Conda manages BLAS, LAPACK and OpenMP (and other such complex dependencies, like MPI) through mutex metapackages, which ensure a single version of an implementation is installed and allow users to switch between implementations. Spack uses virtual dependencies which work in a similar fashion.
Linux package managers may do something similar
(e.g., Debian uses update-alternatives
applied to libblas
and liblapack
),
or they may use a more a more specific way of managing BLAS and LAPACK, such as
Fedora using Flexiblas.
BLAS/LAPACK demuxing2: FlexiBLAS, libblastrampoline & SciPy's cython_blas
/cython_lapack
Supporting multiple BLAS and LAPACK libraries is quite challenging, because of API and ABI incompatibilities between them. In particular:
- API's using 32-bit (LP64) or 64-bit (ILP64) integers as indices of
vectors/matrices (see
here
for details). Typically a BLAS/LAPACK library supports both at the
source level, and how the library is built determines which one is used.
ILP64 builds may or may not use a symbol suffix -
64_
being the common one, but that's not a universal convention. - g77 vs. gfortran ABI. MKL and Apple Accelerate use the g77 ABI (or "f2c calling convention"), while all other common libraries use the gfortran ABI.
In addition, libraries may implement different versions of the reference Netlib APIs,
and CBLAS and LAPACKE support are not universal. To deal with this, a
demuxing library (or wrapper library) may be a good solution.
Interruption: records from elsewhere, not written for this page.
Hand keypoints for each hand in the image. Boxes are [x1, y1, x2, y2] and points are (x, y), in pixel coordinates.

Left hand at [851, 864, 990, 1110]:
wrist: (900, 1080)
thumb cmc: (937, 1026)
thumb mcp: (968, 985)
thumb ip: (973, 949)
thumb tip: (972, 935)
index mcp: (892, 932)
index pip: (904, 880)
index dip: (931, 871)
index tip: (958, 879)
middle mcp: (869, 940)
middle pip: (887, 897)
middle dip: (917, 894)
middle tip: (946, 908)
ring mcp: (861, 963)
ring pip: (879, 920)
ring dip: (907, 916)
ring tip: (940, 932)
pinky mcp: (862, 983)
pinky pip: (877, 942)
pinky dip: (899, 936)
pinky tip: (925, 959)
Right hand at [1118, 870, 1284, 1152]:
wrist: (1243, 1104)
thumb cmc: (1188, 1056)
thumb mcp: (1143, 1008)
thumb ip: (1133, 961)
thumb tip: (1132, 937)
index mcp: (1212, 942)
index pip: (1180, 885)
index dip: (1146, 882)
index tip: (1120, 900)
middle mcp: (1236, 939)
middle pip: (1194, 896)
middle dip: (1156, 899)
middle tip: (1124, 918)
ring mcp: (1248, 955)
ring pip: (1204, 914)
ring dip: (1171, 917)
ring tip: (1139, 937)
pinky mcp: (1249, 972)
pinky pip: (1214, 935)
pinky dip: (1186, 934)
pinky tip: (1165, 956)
Its job is to
provide a uniform API and ABI to any package using it. There are several
examples of this: FlexiBLAS3
is a standalone library to do this at the C/Fortran level,
libblastrampoline
does this for Julia, and SciPy's scipy.linalg.cython_[blas|lapack]
submodules
provide a C/Cython interface to other Python packages.
If other Python packages can accept a dependency on SciPy, that's their best option. SciPy itself has to deal with the full complexity of discovering and building against arbitrary BLAS/LAPACK libraries.
Problems
- Building from source is quite difficult. Dependencies on BLAS, LAPACK and OpenMP cannot be expressed, and end users will typically not have it installed, or they do have it but it's not found, or it's the wrong version. In addition, variations between system package managers are not easy to handle (e.g., Fedora fails to ship pkg-config files for OpenBLAS, Arch Linux fails to include LAPACK in OpenBLAS, etc.).
- Building wheels is way too much work. Maintainers of each project using BLAS
and LAPACK are responsible for building it themselves (which is painful) and
then vendoring it. In addition, in the case of OpenBLAS, it requires
vendoring
libgfortran
. - Deadlocks due to use of
multiprocessing
in combination withlibgomp
. - Issues due to using more than one library of the same type. See for example scipy#15050 ("Performance issue on macOS arm64 (M1) when installing from wheels (2x libopenblas)") and openblas#3187 ("Slowdown when using openblas-pthreads alongside openmp based parallel code").
- As a result of the above-mentioned problems with OpenMP, SciPy bans usage of OpenMP completely even though it would be of significant interest to use OpenMP. Scikit-learn is gradually expanding its usage of OpenMP, but is running into problems.
- No runtime switching of implementations when installing from wheels. This makes testing, benchmarking and development work more difficult.
- MKL does provide wheels but cannot be linked to due to the wheel spec. And MKL itself is >100 MB in size, so vendoring it isn't reasonable.
History
TODO
Relevant resources
- scipy#10239 - can OpenMP be used portably
- array-api#4 - Parallelism - what do libraries offer, and is there an API aspect to it
- OpenBLAS build config for vendoring into wheels: MacPython/openblas-libs
Potential solutions or mitigations
- A mitigation to not make things worse: stay with the status quo, do not use more OpenMP. Not a very satisfactory one though.
-
Build wheels for OpenBLAS and perhaps also OpenMP and maintain those on PyPI.
-
Issue: who takes responsibility for these, and decides on changes over time (possibly breaking ones)?
-
See this gradual evolution plan discussed between scikit-learn and SciPy maintainers: scipy#15050
-
-
Larger changes to PyPI/wheels to get to parity with system package managers. This will require dealing with several "meta topics", like a build farm and PyPI's author-led social model, in addition to implementing something like virtual packages.
- Making it possible to express dependencies on libraries outside of PyPI.
- Making a distinction on PyPI between pure Python packages and other packages. With the latter set of packages all being provided by a system package manager.
-
Note that it is possible to build OpenBLAS without LAPACK support. This is a bad idea, however Arch Linux does do this anyway (as of Dec 2022, see scipy#17465). Accounting for such nonstandard choices by individual packagers of system dependencies makes dealing with native dependencies extra difficult. ↩
-
The term demuxing here stands for demultiplexing, in the sense of splitting a single "signal" (e.g. multiply these two matrices) into several channels for the various supported implementations of BLAS/LAPACK. ↩
-
Note that FlexiBLAS is GPLv3 licensed, with a LGPL-like runtime exception that only covers the Netlib-equivalent part of its API (that may not be enough, see scipy#17362). ↩